Eğer bir su aygırı konuşabilseydi onu anlayamazdık...
Yazar: İdil Hazal Acar2025 Berlinale’nin başlamasına sayılı gün kala, geçen yılki edisyonun önemli filmlerini izleme imkânı buluyoruz. Geçtiğimiz yılın yönetmenlik dalında Gümüş Ayı’sını alan Nelson Carlos De Los Santos Arias filmi “Pepe”, epeyce gecikerek de olsa, sonunda MUBI’de izleyiciyle buluştu. Filmin aldığı ödül ve genel olarak festival yolculuğu büyük bir beklenti yaratıyor ancak kendisi için büyük hayal kırıklığı diyebilirim.

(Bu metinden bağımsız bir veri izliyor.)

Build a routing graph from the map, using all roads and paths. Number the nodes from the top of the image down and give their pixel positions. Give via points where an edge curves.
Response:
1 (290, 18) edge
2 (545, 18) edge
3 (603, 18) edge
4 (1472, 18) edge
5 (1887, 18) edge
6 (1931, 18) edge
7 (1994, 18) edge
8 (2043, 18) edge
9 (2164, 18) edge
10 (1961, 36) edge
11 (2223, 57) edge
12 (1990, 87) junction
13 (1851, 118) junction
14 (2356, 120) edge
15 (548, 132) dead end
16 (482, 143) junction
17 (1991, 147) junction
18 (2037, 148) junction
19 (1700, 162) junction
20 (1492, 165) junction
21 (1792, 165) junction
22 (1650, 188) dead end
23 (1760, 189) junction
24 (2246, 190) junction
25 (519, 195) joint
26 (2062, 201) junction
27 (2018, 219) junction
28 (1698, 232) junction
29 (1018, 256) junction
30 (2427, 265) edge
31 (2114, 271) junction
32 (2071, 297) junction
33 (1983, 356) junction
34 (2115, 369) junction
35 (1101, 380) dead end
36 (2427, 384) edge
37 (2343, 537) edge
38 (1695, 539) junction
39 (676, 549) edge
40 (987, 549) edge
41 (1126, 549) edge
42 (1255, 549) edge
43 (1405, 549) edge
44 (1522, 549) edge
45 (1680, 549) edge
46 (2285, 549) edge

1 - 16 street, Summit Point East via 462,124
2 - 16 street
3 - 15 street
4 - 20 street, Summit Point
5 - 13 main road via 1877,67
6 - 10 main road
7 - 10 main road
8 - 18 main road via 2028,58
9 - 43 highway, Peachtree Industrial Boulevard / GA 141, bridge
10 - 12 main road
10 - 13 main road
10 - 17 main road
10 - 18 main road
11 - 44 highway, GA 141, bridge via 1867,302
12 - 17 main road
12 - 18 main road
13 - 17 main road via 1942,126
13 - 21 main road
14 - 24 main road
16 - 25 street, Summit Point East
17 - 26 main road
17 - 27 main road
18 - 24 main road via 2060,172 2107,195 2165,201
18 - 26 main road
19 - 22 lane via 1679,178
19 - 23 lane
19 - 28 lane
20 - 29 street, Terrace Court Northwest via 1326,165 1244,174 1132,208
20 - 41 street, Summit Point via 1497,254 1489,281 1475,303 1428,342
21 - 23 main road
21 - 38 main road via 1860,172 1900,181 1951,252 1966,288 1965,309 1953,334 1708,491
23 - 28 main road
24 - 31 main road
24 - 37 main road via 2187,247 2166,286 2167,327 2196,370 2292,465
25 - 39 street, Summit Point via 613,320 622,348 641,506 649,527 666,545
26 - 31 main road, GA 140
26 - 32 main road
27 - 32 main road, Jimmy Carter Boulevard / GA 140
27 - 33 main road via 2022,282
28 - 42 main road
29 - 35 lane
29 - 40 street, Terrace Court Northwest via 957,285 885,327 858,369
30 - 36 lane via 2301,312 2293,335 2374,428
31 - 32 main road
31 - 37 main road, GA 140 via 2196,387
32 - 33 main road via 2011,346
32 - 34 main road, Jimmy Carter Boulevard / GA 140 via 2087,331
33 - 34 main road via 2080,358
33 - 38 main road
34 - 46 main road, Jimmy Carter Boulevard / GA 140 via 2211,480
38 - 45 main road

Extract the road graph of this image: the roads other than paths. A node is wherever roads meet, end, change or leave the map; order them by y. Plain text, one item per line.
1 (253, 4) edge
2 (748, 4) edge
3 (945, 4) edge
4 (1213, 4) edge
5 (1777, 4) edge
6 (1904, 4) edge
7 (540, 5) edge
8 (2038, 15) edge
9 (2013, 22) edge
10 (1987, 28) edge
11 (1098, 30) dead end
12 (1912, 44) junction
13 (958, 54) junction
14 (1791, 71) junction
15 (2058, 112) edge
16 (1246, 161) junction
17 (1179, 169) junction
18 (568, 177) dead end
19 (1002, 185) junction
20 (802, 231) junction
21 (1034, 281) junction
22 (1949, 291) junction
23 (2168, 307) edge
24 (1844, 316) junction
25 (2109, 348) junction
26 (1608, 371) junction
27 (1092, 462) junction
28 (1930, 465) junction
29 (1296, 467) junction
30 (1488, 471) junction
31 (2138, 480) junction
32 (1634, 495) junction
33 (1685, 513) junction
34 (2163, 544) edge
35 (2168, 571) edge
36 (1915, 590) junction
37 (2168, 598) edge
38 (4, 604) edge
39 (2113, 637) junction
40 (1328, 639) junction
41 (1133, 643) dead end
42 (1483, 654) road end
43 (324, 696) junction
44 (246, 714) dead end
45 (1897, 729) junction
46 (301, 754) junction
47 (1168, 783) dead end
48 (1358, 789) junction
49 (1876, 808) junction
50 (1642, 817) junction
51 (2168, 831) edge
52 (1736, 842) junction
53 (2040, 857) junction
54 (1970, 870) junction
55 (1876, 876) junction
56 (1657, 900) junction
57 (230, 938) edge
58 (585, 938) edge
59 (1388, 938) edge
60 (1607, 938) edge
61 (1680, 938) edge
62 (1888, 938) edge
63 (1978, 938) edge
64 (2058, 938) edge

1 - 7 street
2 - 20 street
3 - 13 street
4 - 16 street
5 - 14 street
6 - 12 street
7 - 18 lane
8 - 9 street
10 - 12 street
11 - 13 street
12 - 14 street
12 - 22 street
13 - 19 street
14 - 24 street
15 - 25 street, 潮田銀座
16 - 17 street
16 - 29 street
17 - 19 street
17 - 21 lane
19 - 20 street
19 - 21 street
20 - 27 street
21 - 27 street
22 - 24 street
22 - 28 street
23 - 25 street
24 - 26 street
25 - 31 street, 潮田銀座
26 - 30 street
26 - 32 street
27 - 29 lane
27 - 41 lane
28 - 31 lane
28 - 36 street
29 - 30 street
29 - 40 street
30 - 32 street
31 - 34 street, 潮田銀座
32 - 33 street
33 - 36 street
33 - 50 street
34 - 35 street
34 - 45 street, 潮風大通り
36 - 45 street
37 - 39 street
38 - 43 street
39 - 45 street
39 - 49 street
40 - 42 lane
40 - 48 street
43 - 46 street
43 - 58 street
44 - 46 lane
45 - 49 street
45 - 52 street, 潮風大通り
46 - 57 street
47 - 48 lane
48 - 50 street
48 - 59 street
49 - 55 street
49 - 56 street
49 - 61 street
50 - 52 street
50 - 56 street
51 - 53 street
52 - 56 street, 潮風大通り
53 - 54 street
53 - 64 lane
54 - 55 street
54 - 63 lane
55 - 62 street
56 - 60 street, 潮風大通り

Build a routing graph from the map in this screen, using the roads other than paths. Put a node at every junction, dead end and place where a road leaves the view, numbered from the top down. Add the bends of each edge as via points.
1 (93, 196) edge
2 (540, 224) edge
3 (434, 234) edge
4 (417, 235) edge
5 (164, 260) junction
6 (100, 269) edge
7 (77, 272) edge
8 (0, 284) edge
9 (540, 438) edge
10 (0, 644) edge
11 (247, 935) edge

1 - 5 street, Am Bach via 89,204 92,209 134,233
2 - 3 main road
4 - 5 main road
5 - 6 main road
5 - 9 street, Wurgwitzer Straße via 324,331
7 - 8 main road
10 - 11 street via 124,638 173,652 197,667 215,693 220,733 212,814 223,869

Hayal kırıklığımın en öncelikli sebebi, “Pepe”nin aynı festivalde birincilik ödülü alan “Dahomey” ile aynı anlatı pattern’ini izlemesi. İki filmde de Afrika’dan kaçırılan özne (“Dahomey”de heykel, “Pepe”de su aygırı) uzun süre yabancı topraklarda bulunur ve bilinç kazanarak kökenlerine dair bilgilendirmeler yaparak izleyiciye dış ses olur. Afrika’dan kaçırılan bu öznelerin yer aldığı filmlerin en büyük ödülleri almasında jüri başkanı Lupita Nyong’o’nun ne kadar etkisi olmuştur bilemiyorum ama varoluşsal sancılarını yeni öğrendiği insan dilinde yarım yamalak aktarmaya çalışan Pepe’nin, sinematografisi dışında, başarılı bir film olduğunu düşünmüyorum.
Filmin konusuna gelecek olursak, ilk kısımda Namibya’daki Alman bir tur otobüsünde bölgedeki su aygırlarına dair genel bilgilendirme yapıldığını görürüz. Çok geçmeden ana kahramanımız Pepe’nin anlatımıyla anne ve babasının Pablo Escobar’ın kişisel hayvanat bahçesine katılmak üzere Namibya’dan kaçırıldığını öğreniriz. Su aygırları doğal ortamları olmayan bu yeni bölgede iyi bir bakımla popülasyonlarını arttırmış ve sayılarını 18’e kadar çıkarmıştır. Pepe bu dönemde hem ailesi içindeki liderlik mücadelelerine hem de Escobar’ın ölümüyle su aygırlarının kaderinin de farklı bir yola ilerleyişine tanık olur. Filmin ikinci kısmında, Kolombiya Escobar’ın ardından biraz özgürleşmiş ve canlanmıştır. Halk su aygırlarını hayvanat bahçesi gezintisi içinde izleme ve fotoğraf çektirme imkânı bulur, elbette hayvanlar durumdan çok da hoşnut değildir. Bu sıralarda Pepe de kendi ailesi içinde bir güç mücadelesine girdiğini anlatır. Ağabeyinin krallığını alt edemediği için sürgüne gönderilir. Artık nehrin başka bir kolunda yalnız bir su aygırıdır.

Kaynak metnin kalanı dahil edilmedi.